INSTRUCTIONS FOR THE TASK: Please give back each line of the listing, unchanged in every word.

DATA TO USE START

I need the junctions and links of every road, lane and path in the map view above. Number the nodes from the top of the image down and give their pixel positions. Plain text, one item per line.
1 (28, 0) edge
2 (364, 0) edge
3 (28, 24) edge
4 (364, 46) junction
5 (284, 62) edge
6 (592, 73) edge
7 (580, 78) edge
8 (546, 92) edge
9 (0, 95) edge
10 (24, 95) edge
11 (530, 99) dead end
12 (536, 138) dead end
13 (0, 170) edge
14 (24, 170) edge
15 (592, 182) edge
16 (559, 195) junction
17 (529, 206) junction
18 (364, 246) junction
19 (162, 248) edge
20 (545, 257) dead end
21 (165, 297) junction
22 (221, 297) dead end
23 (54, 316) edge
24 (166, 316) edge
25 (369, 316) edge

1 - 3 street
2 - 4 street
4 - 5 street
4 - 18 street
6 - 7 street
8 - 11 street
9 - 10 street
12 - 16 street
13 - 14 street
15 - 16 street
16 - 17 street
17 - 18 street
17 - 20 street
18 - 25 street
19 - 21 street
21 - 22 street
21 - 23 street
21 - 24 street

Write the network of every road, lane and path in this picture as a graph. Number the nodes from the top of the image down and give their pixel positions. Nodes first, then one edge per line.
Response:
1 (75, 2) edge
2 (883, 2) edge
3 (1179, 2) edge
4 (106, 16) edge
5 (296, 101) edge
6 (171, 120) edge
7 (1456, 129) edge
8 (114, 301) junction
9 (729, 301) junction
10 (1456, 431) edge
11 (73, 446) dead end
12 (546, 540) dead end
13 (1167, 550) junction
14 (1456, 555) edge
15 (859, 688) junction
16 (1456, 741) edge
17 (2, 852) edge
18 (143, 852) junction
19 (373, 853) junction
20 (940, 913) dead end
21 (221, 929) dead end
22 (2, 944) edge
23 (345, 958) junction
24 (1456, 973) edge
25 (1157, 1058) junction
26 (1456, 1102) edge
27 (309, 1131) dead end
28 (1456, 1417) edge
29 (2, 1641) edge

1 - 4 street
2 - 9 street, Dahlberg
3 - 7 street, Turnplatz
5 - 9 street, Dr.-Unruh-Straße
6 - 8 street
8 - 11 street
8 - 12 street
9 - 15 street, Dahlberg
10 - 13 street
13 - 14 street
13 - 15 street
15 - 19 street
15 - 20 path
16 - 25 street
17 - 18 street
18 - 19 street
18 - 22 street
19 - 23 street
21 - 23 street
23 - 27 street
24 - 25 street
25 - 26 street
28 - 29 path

DATA TO USE END

TASK RESULT:
I need the junctions and links of every road, lane and path in the map view above. Number the nodes from the top of the image down and give their pixel positions. Plain text, one item per line.
1 (28, 0) edge
2 (364, 0) edge
3 (28, 24) edge
4 (364, 46) junction
5 (284, 62) edge
6 (592, 73) edge
7 (580, 78) edge
8 (546, 92) edge
9 (0, 95) edge
10 (24, 95) edge
11 (530, 99) dead end
12 (536, 138) dead end
13 (0, 170) edge
14 (24, 170) edge
15 (592, 182) edge
16 (559, 195) junction
17 (529, 206) junction
18 (364, 246) junction
19 (162, 248) edge
20 (545, 257) dead end
21 (165, 297) junction
22 (221, 297) dead end
23 (54, 316) edge
24 (166, 316) edge
25 (369, 316) edge

1 - 3 street
2 - 4 street
4 - 5 street
4 - 18 street
6 - 7 street
8 - 11 street
9 - 10 street
12 - 16 street
13 - 14 street
15 - 16 street
16 - 17 street
17 - 18 street
17 - 20 street
18 - 25 street
19 - 21 street
21 - 22 street
21 - 23 street
21 - 24 street

Write the network of every road, lane and path in this picture as a graph. Number the nodes from the top of the image down and give their pixel positions. Nodes first, then one edge per line.
Response:
1 (75, 2) edge
2 (883, 2) edge
3 (1179, 2) edge
4 (106, 16) edge
5 (296, 101) edge
6 (171, 120) edge
7 (1456, 129) edge
8 (114, 301) junction
9 (729, 301) junction
10 (1456, 431) edge
11 (73, 446) dead end
12 (546, 540) dead end
13 (1167, 550) junction
14 (1456, 555) edge
15 (859, 688) junction
16 (1456, 741) edge
17 (2, 852) edge
18 (143, 852) junction
19 (373, 853) junction
20 (940, 913) dead end
21 (221, 929) dead end
22 (2, 944) edge
23 (345, 958) junction
24 (1456, 973) edge
25 (1157, 1058) junction
26 (1456, 1102) edge
27 (309, 1131) dead end
28 (1456, 1417) edge
29 (2, 1641) edge

1 - 4 street
2 - 9 street, Dahlberg
3 - 7 street, Turnplatz
5 - 9 street, Dr.-Unruh-Straße
6 - 8 street
8 - 11 street
8 - 12 street
9 - 15 street, Dahlberg
10 - 13 street
13 - 14 street
13 - 15 street
15 - 19 street
15 - 20 path
16 - 25 street
17 - 18 street
18 - 19 street
18 - 22 street
19 - 23 street
21 - 23 street
23 - 27 street
24 - 25 street
25 - 26 street
28 - 29 path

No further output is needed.